WHAT THE TASK ASKS: Return all the data below as it stands, minus the pictures.

··· STUDY MATERIAL ···

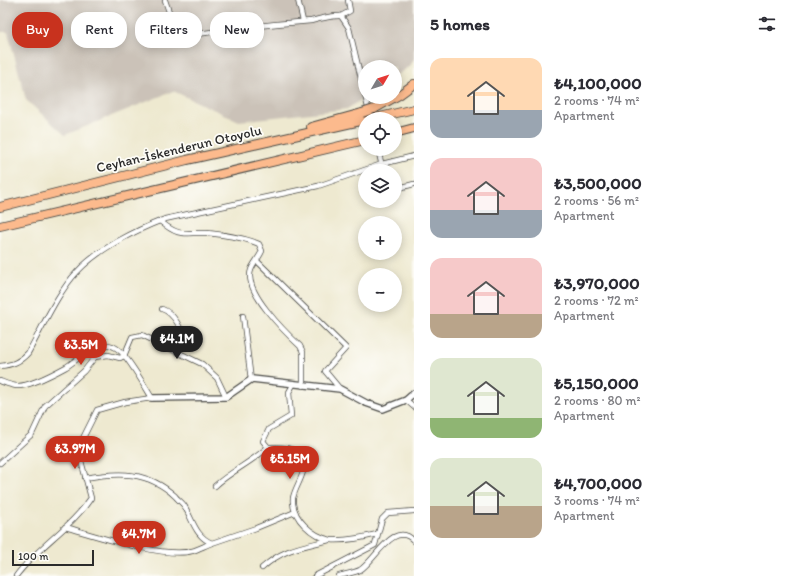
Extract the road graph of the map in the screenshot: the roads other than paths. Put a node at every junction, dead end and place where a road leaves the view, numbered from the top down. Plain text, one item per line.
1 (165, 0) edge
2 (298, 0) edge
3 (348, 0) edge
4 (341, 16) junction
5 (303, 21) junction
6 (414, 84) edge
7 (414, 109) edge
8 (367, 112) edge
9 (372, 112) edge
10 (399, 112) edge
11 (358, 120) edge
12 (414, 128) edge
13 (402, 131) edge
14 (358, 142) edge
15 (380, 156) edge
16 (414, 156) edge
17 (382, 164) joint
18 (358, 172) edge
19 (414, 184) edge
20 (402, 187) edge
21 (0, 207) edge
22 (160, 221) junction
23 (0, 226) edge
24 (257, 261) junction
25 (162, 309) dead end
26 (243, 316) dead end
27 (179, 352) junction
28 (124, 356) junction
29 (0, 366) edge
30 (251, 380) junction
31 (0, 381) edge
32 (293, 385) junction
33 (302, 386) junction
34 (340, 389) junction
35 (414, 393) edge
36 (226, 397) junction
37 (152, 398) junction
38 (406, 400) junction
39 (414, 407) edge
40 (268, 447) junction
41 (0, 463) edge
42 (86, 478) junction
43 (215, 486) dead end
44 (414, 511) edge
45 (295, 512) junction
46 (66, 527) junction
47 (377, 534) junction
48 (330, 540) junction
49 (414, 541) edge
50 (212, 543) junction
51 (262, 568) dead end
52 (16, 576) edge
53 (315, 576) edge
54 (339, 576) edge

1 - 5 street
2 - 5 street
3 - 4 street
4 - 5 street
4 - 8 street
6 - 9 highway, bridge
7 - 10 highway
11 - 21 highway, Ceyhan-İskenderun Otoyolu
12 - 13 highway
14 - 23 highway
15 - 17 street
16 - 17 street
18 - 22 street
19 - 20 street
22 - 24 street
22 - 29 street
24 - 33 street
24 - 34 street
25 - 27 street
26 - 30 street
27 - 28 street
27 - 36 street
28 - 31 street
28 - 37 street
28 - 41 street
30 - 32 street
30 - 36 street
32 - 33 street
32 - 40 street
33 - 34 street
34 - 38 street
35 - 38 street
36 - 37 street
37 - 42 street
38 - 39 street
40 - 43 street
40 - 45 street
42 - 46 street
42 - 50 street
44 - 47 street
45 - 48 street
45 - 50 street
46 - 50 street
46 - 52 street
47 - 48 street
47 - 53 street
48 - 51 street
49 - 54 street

···

RESULT OF THE TASK:
Extract the road graph of the map in the screenshot: the roads other than paths. Put a node at every junction, dead end and place where a road leaves the view, numbered from the top down. Plain text, one item per line.
1 (165, 0) edge
2 (298, 0) edge
3 (348, 0) edge
4 (341, 16) junction
5 (303, 21) junction
6 (414, 84) edge
7 (414, 109) edge
8 (367, 112) edge
9 (372, 112) edge
10 (399, 112) edge
11 (358, 120) edge
12 (414, 128) edge
13 (402, 131) edge
14 (358, 142) edge
15 (380, 156) edge
16 (414, 156) edge
17 (382, 164) joint
18 (358, 172) edge
19 (414, 184) edge
20 (402, 187) edge
21 (0, 207) edge
22 (160, 221) junction
23 (0, 226) edge
24 (257, 261) junction
25 (162, 309) dead end
26 (243, 316) dead end
27 (179, 352) junction
28 (124, 356) junction
29 (0, 366) edge
30 (251, 380) junction
31 (0, 381) edge
32 (293, 385) junction
33 (302, 386) junction
34 (340, 389) junction
35 (414, 393) edge
36 (226, 397) junction
37 (152, 398) junction
38 (406, 400) junction
39 (414, 407) edge
40 (268, 447) junction
41 (0, 463) edge
42 (86, 478) junction
43 (215, 486) dead end
44 (414, 511) edge
45 (295, 512) junction
46 (66, 527) junction
47 (377, 534) junction
48 (330, 540) junction
49 (414, 541) edge
50 (212, 543) junction
51 (262, 568) dead end
52 (16, 576) edge
53 (315, 576) edge
54 (339, 576) edge

1 - 5 street
2 - 5 street
3 - 4 street
4 - 5 street
4 - 8 street
6 - 9 highway, bridge
7 - 10 highway
11 - 21 highway, Ceyhan-İskenderun Otoyolu
12 - 13 highway
14 - 23 highway
15 - 17 street
16 - 17 street
18 - 22 street
19 - 20 street
22 - 24 street
22 - 29 street
24 - 33 street
24 - 34 street
25 - 27 street
26 - 30 street
27 - 28 street
27 - 36 street
28 - 31 street
28 - 37 street
28 - 41 street
30 - 32 street
30 - 36 street
32 - 33 street
32 - 40 street
33 - 34 street
34 - 38 street
35 - 38 street
36 - 37 street
37 - 42 street
38 - 39 street
40 - 43 street
40 - 45 street
42 - 46 street
42 - 50 street
44 - 47 street
45 - 48 street
45 - 50 street
46 - 50 street
46 - 52 street
47 - 48 street
47 - 53 street
48 - 51 street
49 - 54 street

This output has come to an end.